Return to Washington Heights |  Richard Kalfus - Contemporary Poetry Website Featuring Notable Poems

Return to Washington Heights | Richard Kalfus

Is it self-indulgence to think
our personal life-stories
Have relevance for others?
Are we perhaps only healing ourselves?
when we reach into the reservoir
of a past life-altering experience?
Can we serve this-up to others who
Must and should empathize with us?

So it is when I reach into my Holocaust past.,
marked forever by these events.

Nowhere is this more evident
than in Washington Heights,
Manhattan’s upper west side neighborhood
where the largest number of German Jewish Holocaust
survivors in America lived and tried to rebuild their lives.
But never forgetting the loved ones left behind as
a painful testament to the guilt that hovers over them
by their very act of survival

I have returned to Washington heights
to the Washington Height’s streets of 22 years ago.
I marvel again at the beauty of Fort Tryon Park
which majestically overlooks the splendid Hudson River.
I hear German accented English, even Yiddish and again,
as in my childhood, am struck by the humor of many New York Jews,
mixing Americanisms with German regionalism.
(The Manheim German is so very different from that of the Berliner)
I see 80 year-old Mrs. Dingfelder from a small Black Forest farm
village,
sitting, in in a lawn chair, in front of her 6th floor apartment
building, quite lost.
(memories of the trauma of the past or simply old age?)
I hear ghetto blasters in front of her, as if they were not attached
to the new
Spanish speaking resident passers-bye.
There goes Mr. Marks entering the kosher bakery.
I need not go inside to know what he is ordering:
the family’s braided Chale for the Sabbath.
I continue to be touched by Mr. Simon walking to Saturday services,
without money and with his apartment keys hanging from his belt.

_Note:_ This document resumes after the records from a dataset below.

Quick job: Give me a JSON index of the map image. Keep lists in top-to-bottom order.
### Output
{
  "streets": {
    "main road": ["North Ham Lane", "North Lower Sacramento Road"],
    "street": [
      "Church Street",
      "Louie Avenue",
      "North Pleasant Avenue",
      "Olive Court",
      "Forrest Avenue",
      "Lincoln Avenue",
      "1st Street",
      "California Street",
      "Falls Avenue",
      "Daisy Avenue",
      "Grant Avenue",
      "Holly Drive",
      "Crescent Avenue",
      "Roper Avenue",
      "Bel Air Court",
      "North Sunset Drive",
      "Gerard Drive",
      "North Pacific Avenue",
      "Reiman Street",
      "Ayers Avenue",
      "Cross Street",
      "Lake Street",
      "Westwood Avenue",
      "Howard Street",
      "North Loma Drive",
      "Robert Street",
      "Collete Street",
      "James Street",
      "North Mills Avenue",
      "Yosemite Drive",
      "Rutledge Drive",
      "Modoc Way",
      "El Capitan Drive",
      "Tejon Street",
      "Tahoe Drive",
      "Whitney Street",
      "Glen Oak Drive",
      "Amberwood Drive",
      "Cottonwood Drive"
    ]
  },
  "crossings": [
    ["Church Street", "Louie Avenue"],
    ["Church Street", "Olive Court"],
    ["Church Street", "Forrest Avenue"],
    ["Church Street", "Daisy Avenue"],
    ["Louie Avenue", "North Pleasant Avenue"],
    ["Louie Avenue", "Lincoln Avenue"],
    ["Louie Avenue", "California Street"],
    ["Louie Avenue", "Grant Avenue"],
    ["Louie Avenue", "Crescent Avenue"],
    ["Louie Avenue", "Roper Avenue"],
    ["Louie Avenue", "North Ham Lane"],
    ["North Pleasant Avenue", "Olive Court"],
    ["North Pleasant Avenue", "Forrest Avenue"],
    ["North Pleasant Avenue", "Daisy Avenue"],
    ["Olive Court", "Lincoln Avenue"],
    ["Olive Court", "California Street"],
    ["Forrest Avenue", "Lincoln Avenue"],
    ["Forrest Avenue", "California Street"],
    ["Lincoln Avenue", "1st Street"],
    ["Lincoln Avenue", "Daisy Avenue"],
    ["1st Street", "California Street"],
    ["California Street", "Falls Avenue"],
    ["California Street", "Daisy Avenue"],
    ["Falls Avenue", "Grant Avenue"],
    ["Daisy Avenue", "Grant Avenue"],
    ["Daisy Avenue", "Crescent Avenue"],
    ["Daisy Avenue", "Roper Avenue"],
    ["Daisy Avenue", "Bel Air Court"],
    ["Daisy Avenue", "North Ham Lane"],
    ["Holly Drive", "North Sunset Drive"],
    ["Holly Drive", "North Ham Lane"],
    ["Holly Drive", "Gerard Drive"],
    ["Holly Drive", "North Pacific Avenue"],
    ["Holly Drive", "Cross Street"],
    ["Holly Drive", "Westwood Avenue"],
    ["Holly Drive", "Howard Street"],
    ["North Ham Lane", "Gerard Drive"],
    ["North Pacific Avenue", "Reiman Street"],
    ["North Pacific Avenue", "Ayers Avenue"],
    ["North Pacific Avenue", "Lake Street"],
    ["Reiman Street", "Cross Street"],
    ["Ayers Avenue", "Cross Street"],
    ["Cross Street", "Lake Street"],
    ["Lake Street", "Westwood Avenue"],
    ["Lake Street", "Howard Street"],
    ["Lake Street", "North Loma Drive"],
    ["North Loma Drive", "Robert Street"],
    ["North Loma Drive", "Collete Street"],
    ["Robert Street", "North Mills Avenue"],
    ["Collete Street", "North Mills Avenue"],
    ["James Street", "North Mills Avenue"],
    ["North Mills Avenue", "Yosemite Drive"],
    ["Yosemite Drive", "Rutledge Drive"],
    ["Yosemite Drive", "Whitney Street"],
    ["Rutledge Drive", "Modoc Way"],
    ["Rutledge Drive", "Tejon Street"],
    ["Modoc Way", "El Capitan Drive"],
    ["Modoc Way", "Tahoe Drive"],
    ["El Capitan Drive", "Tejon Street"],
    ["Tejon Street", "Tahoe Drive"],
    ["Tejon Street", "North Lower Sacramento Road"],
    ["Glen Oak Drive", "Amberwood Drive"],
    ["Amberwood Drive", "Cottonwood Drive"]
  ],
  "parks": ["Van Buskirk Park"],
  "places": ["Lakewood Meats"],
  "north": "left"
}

On Friday services, I stand with others who chant the Kaddish,
mourning for the dead.
I– for the grandparents who died in Gurs, a French Nazi
Concentration Camp.

I– for the Communist uncle shot in the streets of Karlsruhe by Nazi thugs.
I for the Polish uncle, sister-in-law and their two young children
who died in a cattle car on the road to Auschwitz.

I finally enter the memory of our old apartment with a view of the
majestic George Washington Bridge–
a symbol of the freedom America accorded my parents and me as their
son
who could live, without the threat of starvation, isolation and gas
chambers.

I am home… and yet a home never quite released from memories of
those Jewish immigrants, torn from their comfortable Jewish/German
lives
faced with the challenge of rebuilding lives in New York’s
Washington heights
and raising a son with only them as a connection to family lost.